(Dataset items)
━━━━━━━━━━━━━━━━

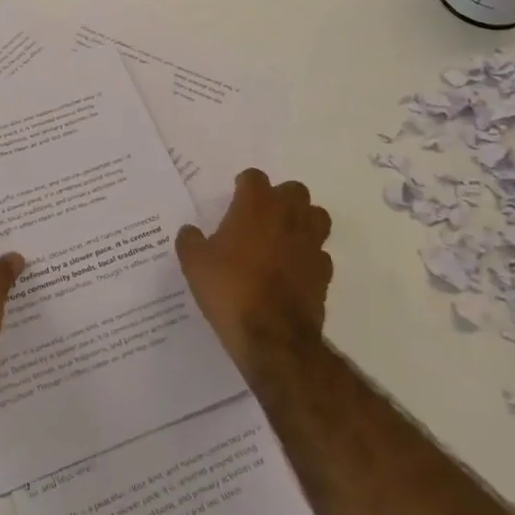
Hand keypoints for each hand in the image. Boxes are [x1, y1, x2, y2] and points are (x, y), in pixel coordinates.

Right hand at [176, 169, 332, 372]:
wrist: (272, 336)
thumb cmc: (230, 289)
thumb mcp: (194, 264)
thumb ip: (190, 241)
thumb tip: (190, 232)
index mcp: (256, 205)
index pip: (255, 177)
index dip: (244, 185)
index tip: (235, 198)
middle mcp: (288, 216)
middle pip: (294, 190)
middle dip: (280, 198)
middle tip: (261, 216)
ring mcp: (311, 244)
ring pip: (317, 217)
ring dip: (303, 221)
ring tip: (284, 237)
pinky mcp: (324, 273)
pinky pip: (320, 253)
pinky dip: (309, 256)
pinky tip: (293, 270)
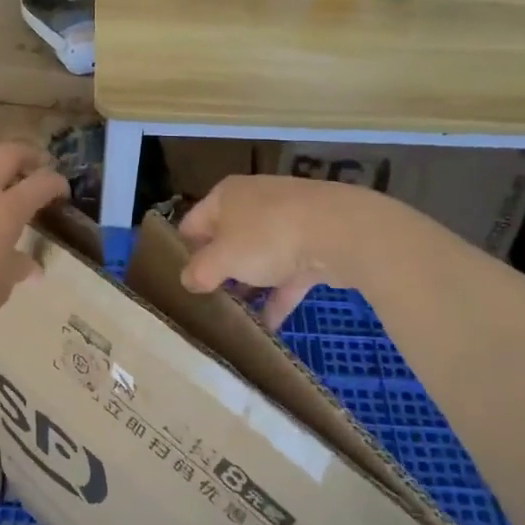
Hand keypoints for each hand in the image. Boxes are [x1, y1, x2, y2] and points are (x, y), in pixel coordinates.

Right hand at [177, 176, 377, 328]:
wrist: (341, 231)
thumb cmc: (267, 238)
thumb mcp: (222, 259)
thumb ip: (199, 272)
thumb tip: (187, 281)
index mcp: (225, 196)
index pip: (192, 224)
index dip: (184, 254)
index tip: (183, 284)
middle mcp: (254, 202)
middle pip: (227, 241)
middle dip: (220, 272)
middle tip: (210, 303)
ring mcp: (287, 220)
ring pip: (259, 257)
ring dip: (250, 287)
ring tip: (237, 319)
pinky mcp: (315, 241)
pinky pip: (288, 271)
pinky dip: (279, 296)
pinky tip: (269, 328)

━━━━━━━━━━━━━━━━

• **What you will do**:
Whenever a line of the data holds the string "index", pick that line out.

• **Solution**:
index mcp: (256, 205)
index pip: (255, 177)
index dip: (244, 185)
index tip: (235, 198)
index mcp: (225, 196)
index pip: (192, 224)
index dip: (184, 254)
index tip: (183, 284)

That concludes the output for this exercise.